Col tempo, ho iniziato ad affezionarmi ai miei personaggi. Poter governare il piccolo mondo che creo suscita nella sottoscritta un certo compiacimento. I miei personaggi amano, a volte soffrono, altre volte muoiono. Non ne ammazzo troppi però. D’altronde questa è la vita, anche nell’universo in miniatura creato da me medesima.
Ho sviluppato diversi “capitoli” della storia che ho scritto, intendo che il materiale è tanto che un solo libro non è sufficiente. Ho affrontato diversi generi nel corso della mia esperienza di autrice, ma la mia autentica predilezione è il fantasy. Come mai? Non c’è un perché vero e proprio. Le cose che ci piacciono, ci piacciono e basta. Forse perché è più facile raccontare di fatti impossibili piuttosto che parlare di “cose normali”. O forse perché la vita di tutti i giorni fa già abbastanza paura, allora è bello immaginare l’esistenza di creature fantastiche e poteri magici, che aggiungano un tocco speciale in più.
Certo, mi sono cimentata anche nel non-fantasy. Ritengo però che non lasci abbastanza spazio alla mia creatività. Potrei scrivere migliaia di pezzi; tantissimi monologhi, di ogni tipo. Sul rumore della pioggia, sull’amore (ormai banale), sull’amicizia, sulla morte… ma il fantasy non si batte. Forse è solo una questione di comfort zone e di uscirne.

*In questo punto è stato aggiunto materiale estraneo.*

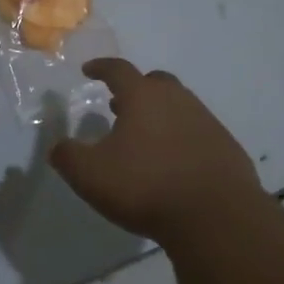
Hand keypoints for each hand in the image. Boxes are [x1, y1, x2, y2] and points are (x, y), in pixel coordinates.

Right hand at [50, 59, 260, 241]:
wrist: (216, 216)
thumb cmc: (146, 186)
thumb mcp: (91, 176)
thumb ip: (68, 157)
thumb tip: (58, 147)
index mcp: (142, 96)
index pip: (118, 70)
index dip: (101, 67)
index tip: (89, 70)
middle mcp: (176, 99)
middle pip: (154, 82)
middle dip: (135, 89)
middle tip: (119, 105)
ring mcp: (205, 120)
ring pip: (178, 105)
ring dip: (159, 114)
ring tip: (145, 136)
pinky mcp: (226, 145)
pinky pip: (197, 131)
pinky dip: (181, 137)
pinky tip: (175, 162)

Ho letto centinaia di libri su migliaia di treni diversi nei miei lunghi anni da pendolare. Ho scritto nel mio giardino preferito dell’Università, quello del dipartimento di Filosofia. Ho scritto due tesi, una di cui vado particolarmente orgogliosa. Perché poi uno ci tiene sempre molto alle proprie creature, come se fossero davvero dei figli.

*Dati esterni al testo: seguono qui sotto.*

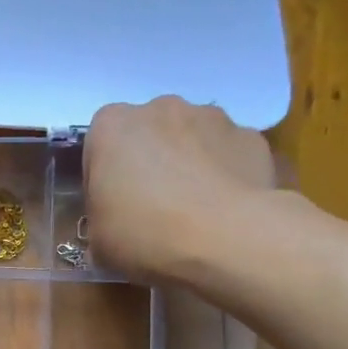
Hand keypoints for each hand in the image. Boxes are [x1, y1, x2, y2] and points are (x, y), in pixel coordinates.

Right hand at [82, 96, 277, 285]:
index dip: (103, 180)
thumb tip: (113, 219)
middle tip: (150, 209)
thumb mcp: (98, 240)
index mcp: (111, 126)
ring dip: (186, 164)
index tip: (111, 208)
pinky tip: (222, 209)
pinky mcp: (249, 136)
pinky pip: (226, 154)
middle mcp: (160, 108)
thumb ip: (100, 218)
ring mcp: (211, 116)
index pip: (98, 148)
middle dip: (147, 164)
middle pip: (146, 135)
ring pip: (189, 139)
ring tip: (192, 210)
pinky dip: (223, 174)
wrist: (226, 239)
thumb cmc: (145, 234)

In quel giardino mi sedevo sulle panchine, quando c’era il sole, o quando era nuvoloso, e il più delle volte leggevo. Avevo una panchina per studiare, una per leggere e il muretto dove scrivevo la tesi. Quando pioveva scrivevo nelle aule del Dipartimento.
Ma la mia creatura… potrei proseguire con l’elenco dei miei scritti, ancora e ancora… non potrei, invece, parlare di come si conclude un romanzo. Non so scrivere delle buone chiusure per i pezzi, e non mi riferisco solo agli explicit.
Non so terminare un racconto. Oltre al mio “romanzo”, ho iniziato molte storie. Ho delle buone idee, tantissime buone idee, che poi si infrangono lì, nella marea della mia immaginazione, travolte da tsunami che le inabissano nei meandri più remoti dell’inconscio. Tutti quei racconti sono lì, racchiusi nella mia testa, imprigionati, in attesa di liberazione.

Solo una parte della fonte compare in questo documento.